(The records):

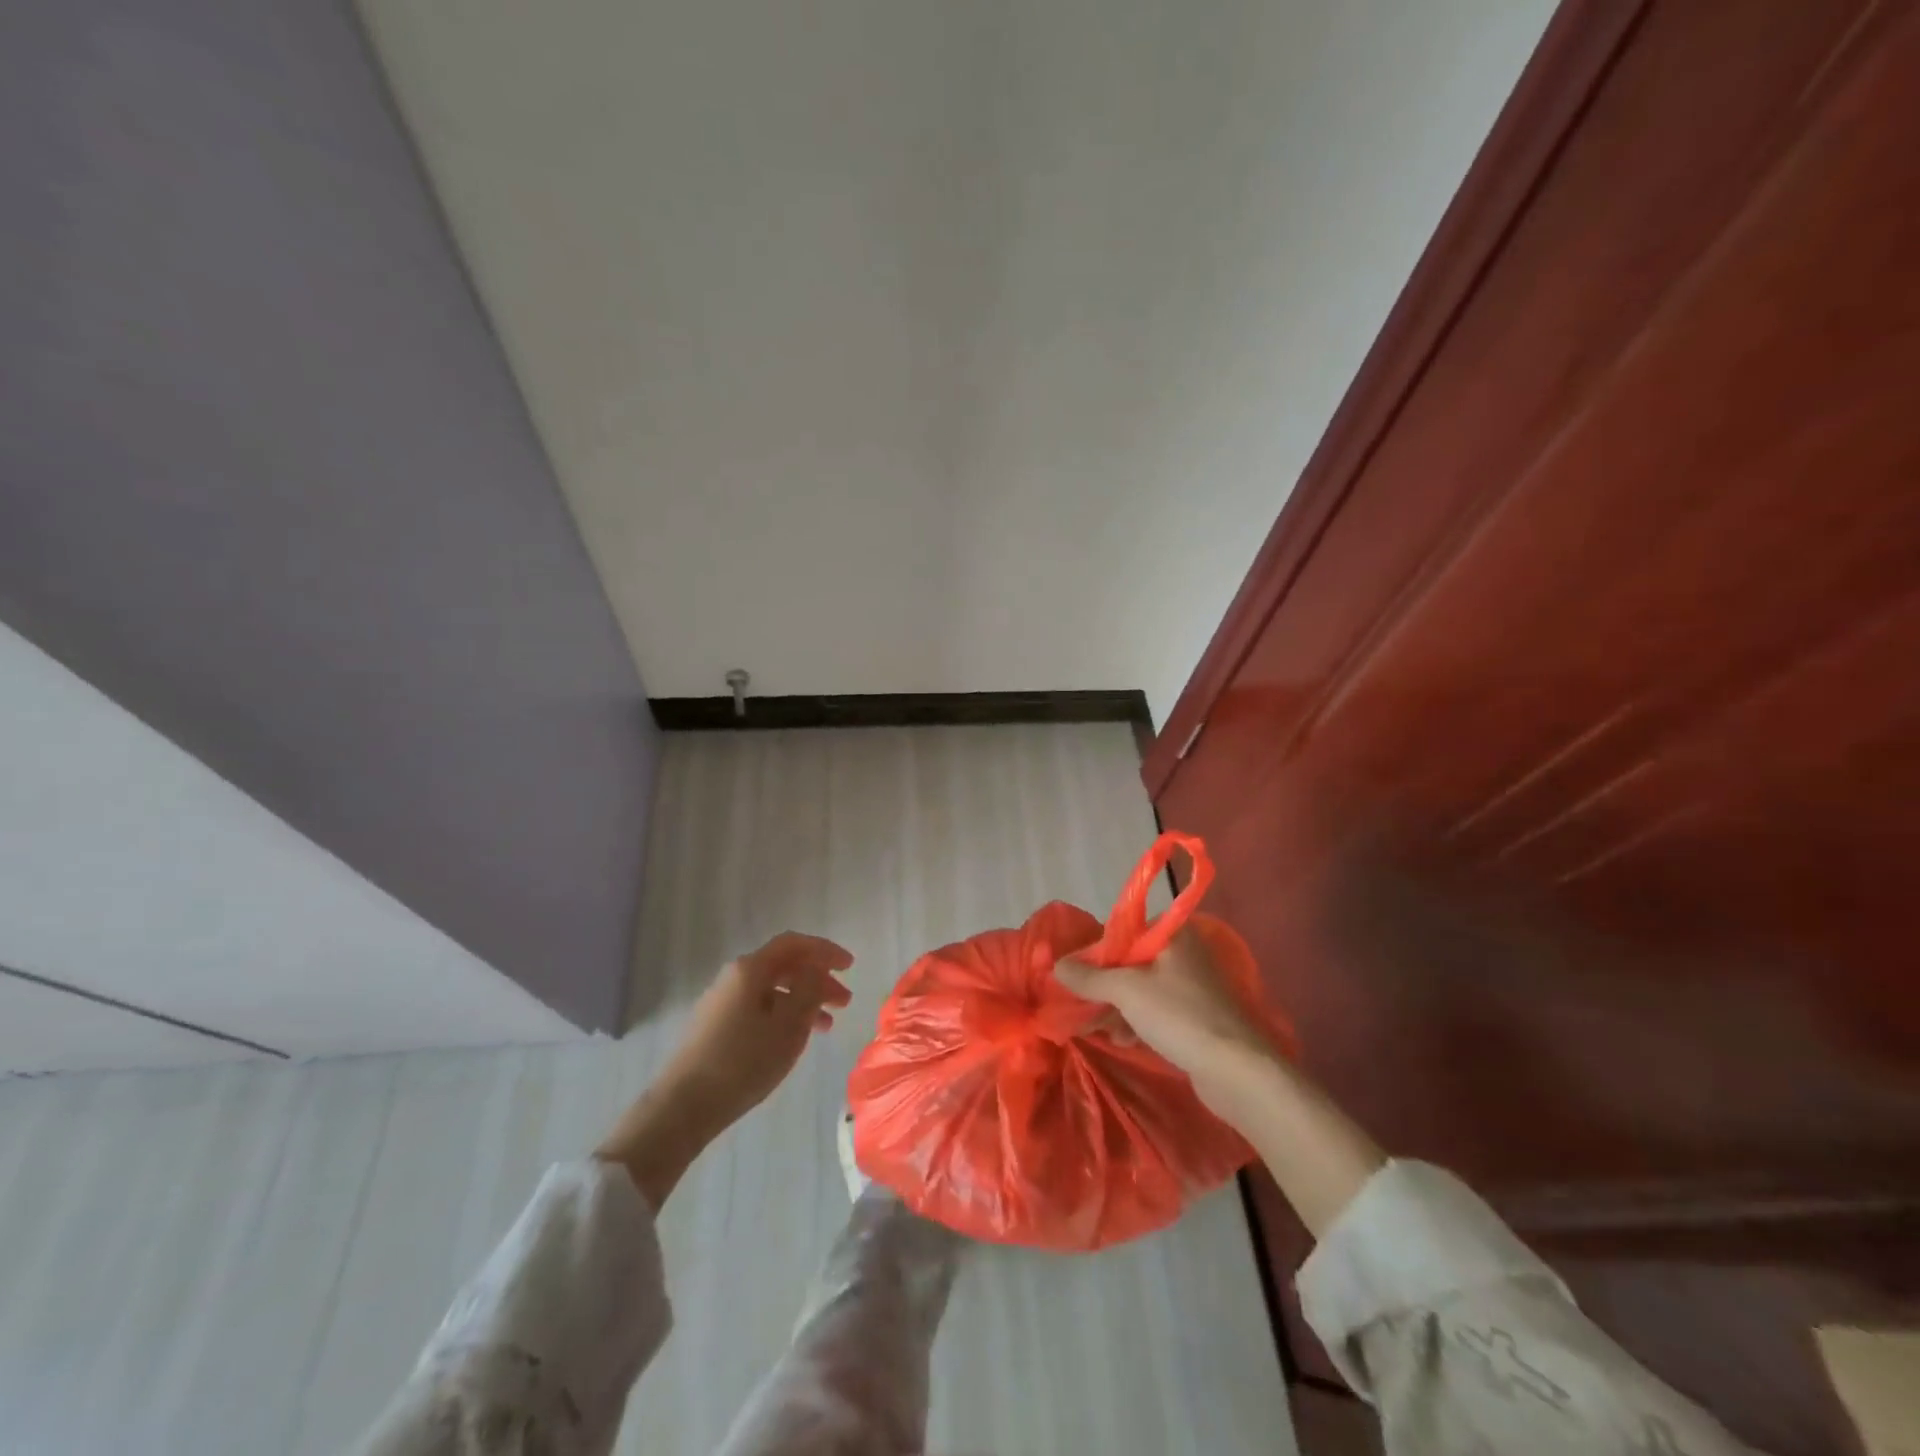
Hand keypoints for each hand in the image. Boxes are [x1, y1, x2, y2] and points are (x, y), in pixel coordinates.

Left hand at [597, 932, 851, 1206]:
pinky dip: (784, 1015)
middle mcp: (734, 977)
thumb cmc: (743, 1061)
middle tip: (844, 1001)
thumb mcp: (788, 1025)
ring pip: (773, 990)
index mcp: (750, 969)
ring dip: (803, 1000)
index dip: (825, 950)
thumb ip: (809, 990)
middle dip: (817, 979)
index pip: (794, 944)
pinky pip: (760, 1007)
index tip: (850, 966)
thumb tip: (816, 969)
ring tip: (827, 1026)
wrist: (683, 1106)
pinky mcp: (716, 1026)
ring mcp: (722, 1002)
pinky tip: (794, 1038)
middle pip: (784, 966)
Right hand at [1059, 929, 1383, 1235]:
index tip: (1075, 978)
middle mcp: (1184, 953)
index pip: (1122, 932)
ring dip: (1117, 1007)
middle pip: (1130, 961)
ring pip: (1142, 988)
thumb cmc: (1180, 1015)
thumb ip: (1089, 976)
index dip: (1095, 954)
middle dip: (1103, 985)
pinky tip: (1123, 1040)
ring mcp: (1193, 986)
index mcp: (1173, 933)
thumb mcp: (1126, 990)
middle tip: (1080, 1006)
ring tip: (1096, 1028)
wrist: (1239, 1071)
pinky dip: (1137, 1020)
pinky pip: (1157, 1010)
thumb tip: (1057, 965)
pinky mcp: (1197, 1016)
--
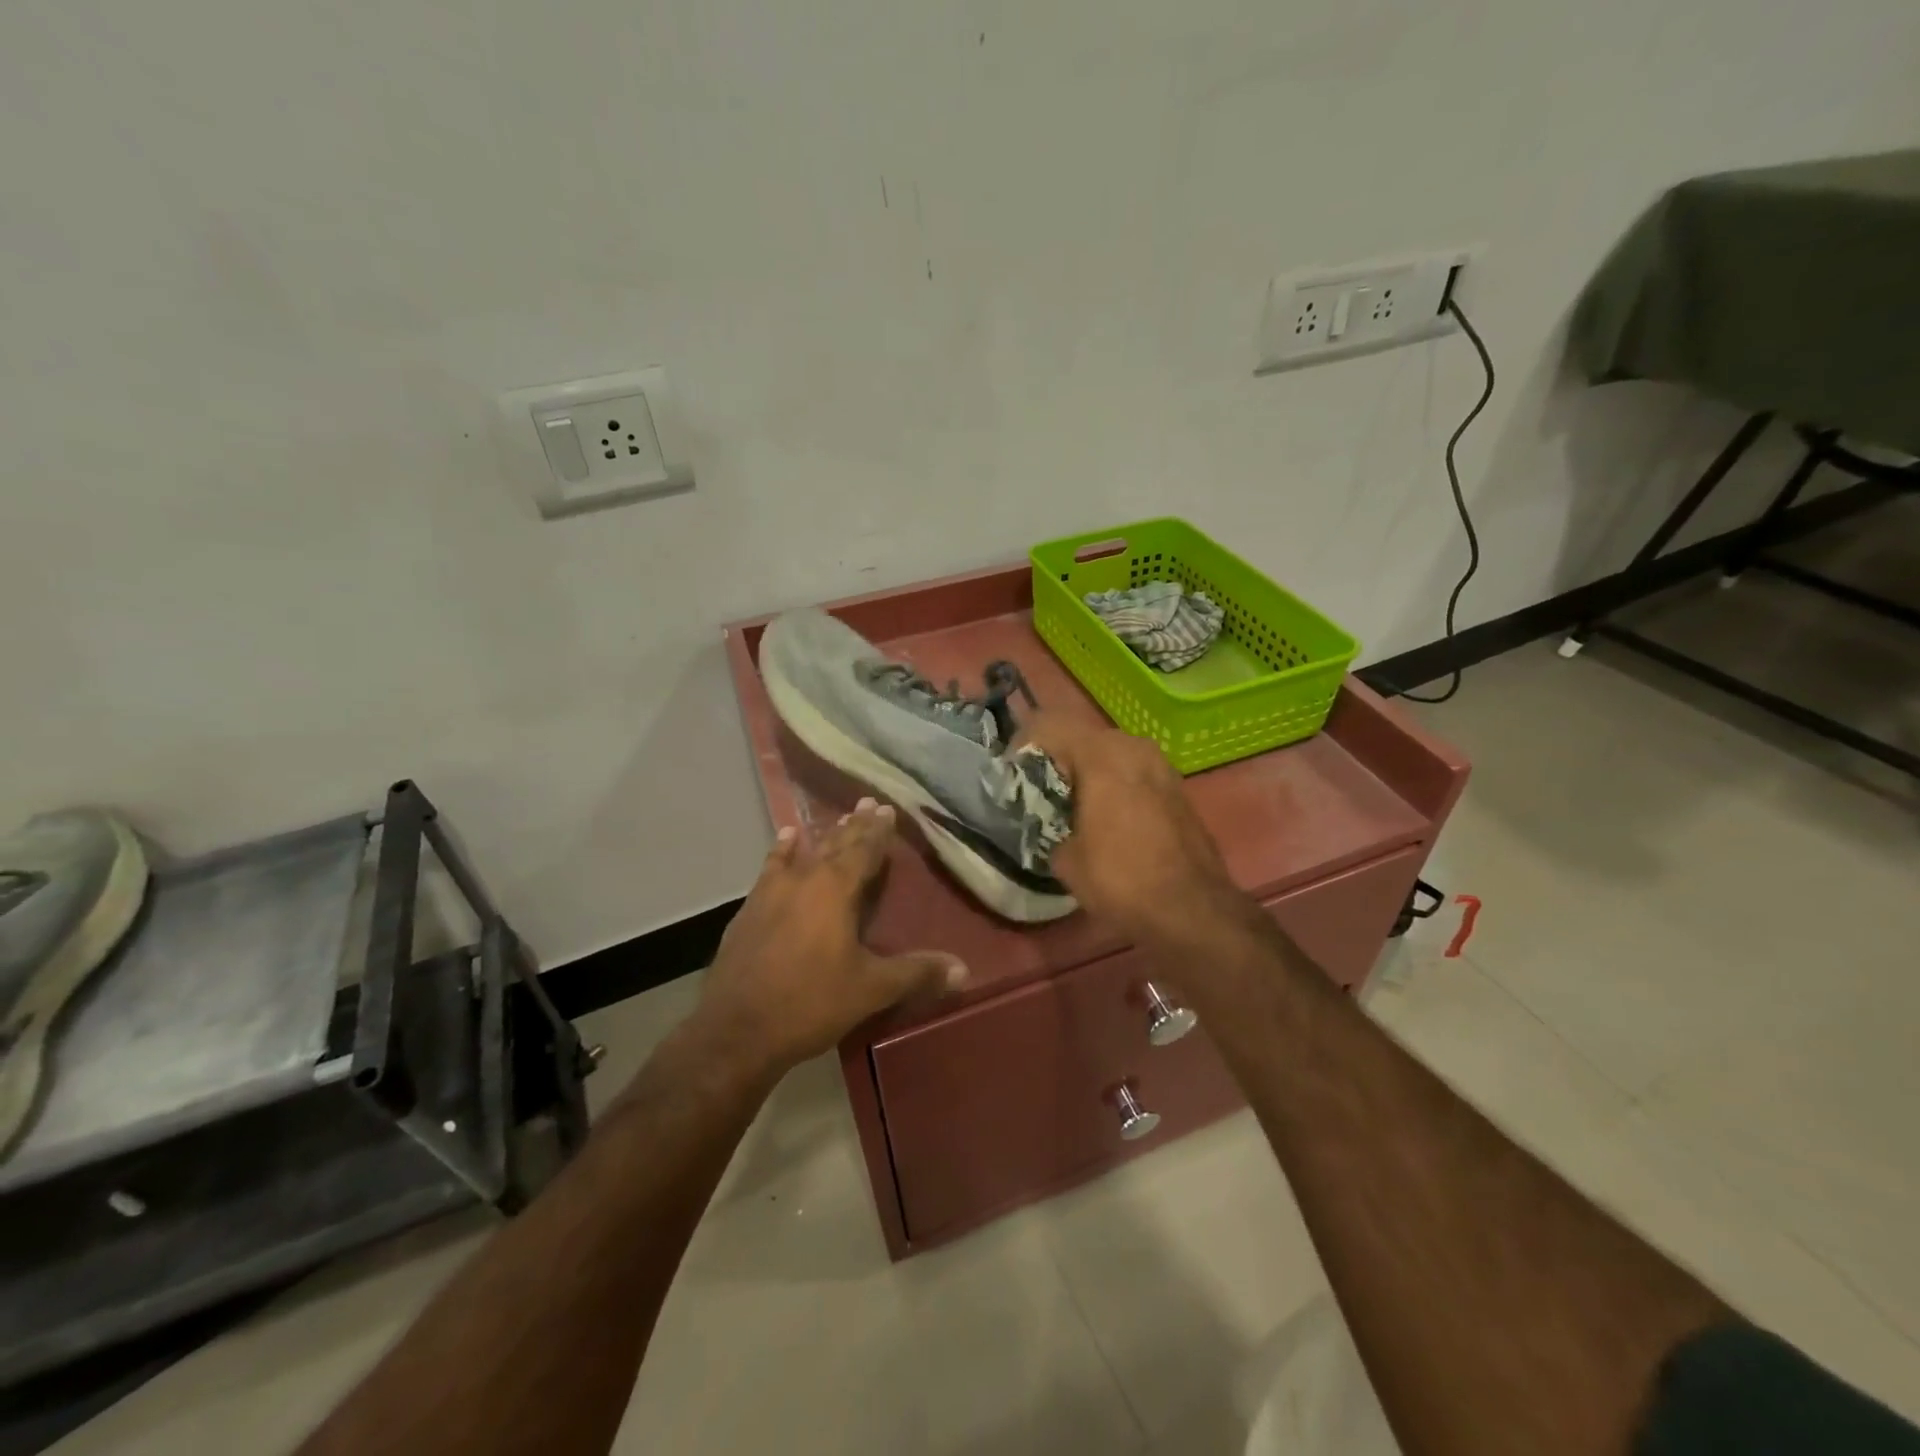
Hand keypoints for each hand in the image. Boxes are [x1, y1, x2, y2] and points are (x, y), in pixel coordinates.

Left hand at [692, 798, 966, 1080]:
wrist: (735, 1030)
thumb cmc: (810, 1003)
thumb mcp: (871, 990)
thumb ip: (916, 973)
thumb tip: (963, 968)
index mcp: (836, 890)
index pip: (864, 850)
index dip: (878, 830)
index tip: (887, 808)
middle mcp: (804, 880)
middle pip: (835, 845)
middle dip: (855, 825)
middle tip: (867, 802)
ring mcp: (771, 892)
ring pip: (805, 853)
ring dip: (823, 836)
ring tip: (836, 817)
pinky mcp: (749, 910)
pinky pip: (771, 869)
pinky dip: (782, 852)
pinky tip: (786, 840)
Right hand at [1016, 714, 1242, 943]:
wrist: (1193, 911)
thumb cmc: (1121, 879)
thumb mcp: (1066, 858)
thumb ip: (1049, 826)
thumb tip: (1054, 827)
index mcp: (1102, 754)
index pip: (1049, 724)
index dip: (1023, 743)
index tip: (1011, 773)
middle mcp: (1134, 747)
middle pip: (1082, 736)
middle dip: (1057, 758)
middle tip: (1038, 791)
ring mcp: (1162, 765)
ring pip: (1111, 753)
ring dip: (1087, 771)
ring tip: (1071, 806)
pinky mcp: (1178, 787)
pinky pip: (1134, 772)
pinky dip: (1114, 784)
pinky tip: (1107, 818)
==
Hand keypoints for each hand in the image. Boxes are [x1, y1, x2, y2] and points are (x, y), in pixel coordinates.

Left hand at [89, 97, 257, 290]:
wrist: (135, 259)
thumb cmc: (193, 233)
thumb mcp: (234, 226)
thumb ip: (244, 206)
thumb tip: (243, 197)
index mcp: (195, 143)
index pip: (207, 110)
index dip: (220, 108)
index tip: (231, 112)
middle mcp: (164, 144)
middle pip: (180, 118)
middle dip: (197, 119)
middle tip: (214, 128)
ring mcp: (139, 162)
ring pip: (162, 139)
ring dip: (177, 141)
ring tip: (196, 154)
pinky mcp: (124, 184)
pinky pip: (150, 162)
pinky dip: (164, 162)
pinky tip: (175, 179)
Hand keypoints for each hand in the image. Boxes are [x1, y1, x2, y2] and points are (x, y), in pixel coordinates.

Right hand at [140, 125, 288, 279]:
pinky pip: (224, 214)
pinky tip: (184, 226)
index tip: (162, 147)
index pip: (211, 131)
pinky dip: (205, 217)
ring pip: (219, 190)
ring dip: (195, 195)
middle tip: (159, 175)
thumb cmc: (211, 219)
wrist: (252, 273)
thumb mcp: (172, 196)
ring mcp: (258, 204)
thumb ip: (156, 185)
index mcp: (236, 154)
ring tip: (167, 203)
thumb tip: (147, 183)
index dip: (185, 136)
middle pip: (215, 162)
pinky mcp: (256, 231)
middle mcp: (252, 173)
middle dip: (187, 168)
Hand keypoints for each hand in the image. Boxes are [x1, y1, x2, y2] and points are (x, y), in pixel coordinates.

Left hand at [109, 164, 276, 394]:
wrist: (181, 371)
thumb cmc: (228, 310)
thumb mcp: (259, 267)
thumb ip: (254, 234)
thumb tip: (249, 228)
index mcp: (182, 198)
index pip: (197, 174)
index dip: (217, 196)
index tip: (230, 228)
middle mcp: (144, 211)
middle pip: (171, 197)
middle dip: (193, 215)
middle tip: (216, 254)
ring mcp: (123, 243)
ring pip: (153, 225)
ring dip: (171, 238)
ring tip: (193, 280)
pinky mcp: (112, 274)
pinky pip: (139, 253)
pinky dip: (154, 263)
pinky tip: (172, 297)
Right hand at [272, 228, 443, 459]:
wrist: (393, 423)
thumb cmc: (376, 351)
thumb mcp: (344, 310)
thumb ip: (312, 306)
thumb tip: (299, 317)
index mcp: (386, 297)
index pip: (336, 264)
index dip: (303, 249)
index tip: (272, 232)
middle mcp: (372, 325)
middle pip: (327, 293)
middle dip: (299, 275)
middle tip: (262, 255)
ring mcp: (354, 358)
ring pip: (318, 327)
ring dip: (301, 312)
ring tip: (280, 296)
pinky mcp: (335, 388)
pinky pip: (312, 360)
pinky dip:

(What is being asked): To answer, copy each line from the material above that has the word "Left".

(Reply):
Left hand at [597, 932, 851, 1206]:
Left hand at [692, 798, 966, 1080]:
Left hand at [89, 97, 257, 290]:
Left hand at [109, 164, 276, 394]:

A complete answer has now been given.